• **Exercise requirements**: Your copy of the entries must be exact, and it must not include the pictures.

Dataset entries:

=== Begin Enclosure ===

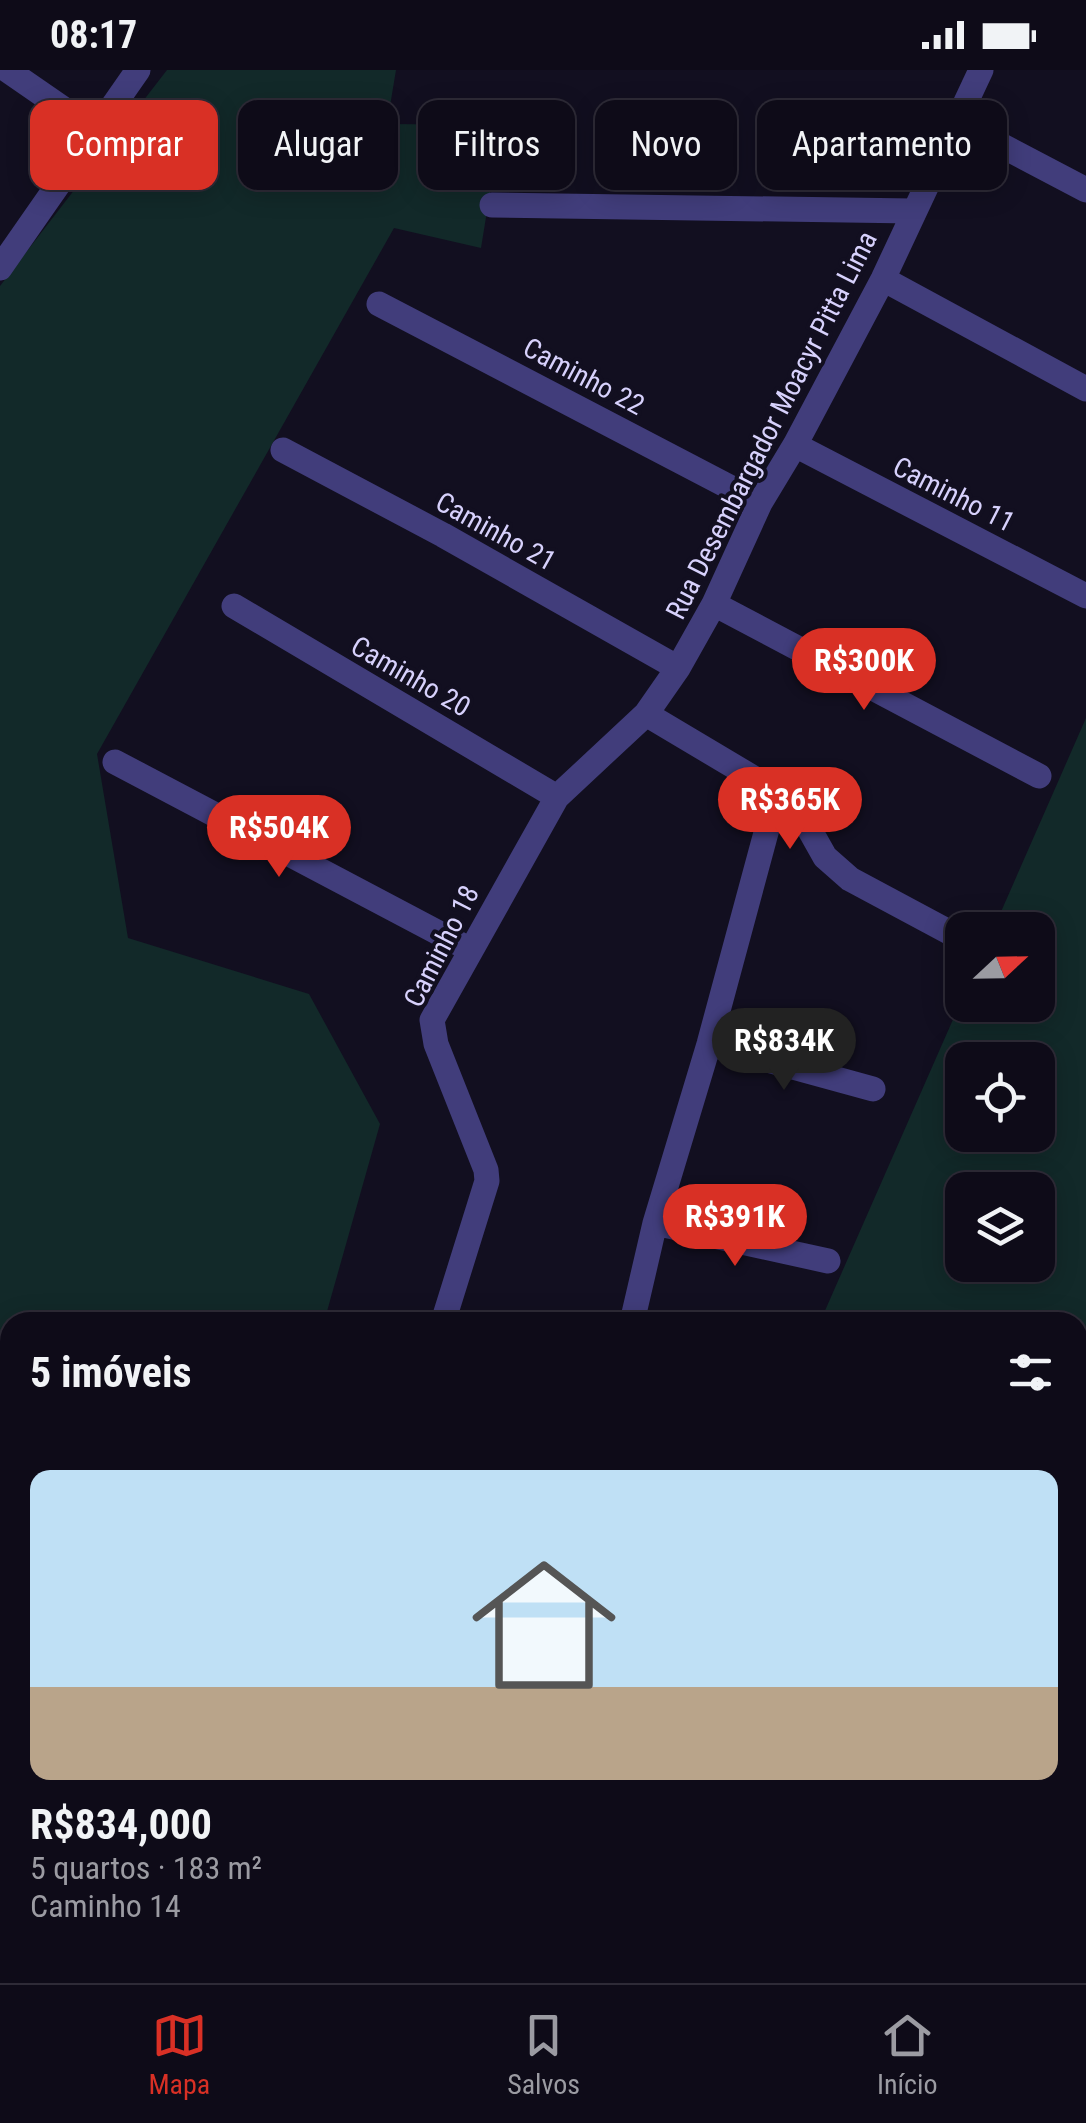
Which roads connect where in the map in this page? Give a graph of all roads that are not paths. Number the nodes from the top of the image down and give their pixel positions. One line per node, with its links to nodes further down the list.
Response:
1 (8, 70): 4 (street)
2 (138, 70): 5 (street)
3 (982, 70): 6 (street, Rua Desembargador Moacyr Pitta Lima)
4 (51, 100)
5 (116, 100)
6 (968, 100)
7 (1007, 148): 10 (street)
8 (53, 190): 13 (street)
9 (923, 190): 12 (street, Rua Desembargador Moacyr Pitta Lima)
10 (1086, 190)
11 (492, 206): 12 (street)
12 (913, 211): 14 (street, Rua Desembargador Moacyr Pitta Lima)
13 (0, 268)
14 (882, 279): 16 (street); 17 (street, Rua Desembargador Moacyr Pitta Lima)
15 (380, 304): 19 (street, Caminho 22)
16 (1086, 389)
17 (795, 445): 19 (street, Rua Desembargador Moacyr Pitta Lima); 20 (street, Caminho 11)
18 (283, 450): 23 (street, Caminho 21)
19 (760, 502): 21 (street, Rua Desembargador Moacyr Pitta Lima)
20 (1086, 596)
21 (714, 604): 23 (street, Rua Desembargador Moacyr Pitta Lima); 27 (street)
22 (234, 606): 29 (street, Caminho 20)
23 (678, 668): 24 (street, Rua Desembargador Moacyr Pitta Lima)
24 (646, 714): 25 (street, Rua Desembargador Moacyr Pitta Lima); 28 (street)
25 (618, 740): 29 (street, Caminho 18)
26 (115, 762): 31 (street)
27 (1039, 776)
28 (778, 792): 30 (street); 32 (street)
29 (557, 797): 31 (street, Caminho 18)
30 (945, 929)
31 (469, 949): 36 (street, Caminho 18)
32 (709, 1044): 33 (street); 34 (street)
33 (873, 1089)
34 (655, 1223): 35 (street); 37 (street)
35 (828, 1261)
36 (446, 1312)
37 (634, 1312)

=== End Enclosure ===

• **Solved exercise**:
Which roads connect where in the map in this page? Give a graph of all roads that are not paths. Number the nodes from the top of the image down and give their pixel positions. One line per node, with its links to nodes further down the list.
Response:
1 (8, 70): 4 (street)
2 (138, 70): 5 (street)
3 (982, 70): 6 (street, Rua Desembargador Moacyr Pitta Lima)
4 (51, 100)
5 (116, 100)
6 (968, 100)
7 (1007, 148): 10 (street)
8 (53, 190): 13 (street)
9 (923, 190): 12 (street, Rua Desembargador Moacyr Pitta Lima)
10 (1086, 190)
11 (492, 206): 12 (street)
12 (913, 211): 14 (street, Rua Desembargador Moacyr Pitta Lima)
13 (0, 268)
14 (882, 279): 16 (street); 17 (street, Rua Desembargador Moacyr Pitta Lima)
15 (380, 304): 19 (street, Caminho 22)
16 (1086, 389)
17 (795, 445): 19 (street, Rua Desembargador Moacyr Pitta Lima); 20 (street, Caminho 11)
18 (283, 450): 23 (street, Caminho 21)
19 (760, 502): 21 (street, Rua Desembargador Moacyr Pitta Lima)
20 (1086, 596)
21 (714, 604): 23 (street, Rua Desembargador Moacyr Pitta Lima); 27 (street)
22 (234, 606): 29 (street, Caminho 20)
23 (678, 668): 24 (street, Rua Desembargador Moacyr Pitta Lima)
24 (646, 714): 25 (street, Rua Desembargador Moacyr Pitta Lima); 28 (street)
25 (618, 740): 29 (street, Caminho 18)
26 (115, 762): 31 (street)
27 (1039, 776)
28 (778, 792): 30 (street); 32 (street)
29 (557, 797): 31 (street, Caminho 18)
30 (945, 929)
31 (469, 949): 36 (street, Caminho 18)
32 (709, 1044): 33 (street); 34 (street)
33 (873, 1089)
34 (655, 1223): 35 (street); 37 (street)
35 (828, 1261)
36 (446, 1312)
37 (634, 1312)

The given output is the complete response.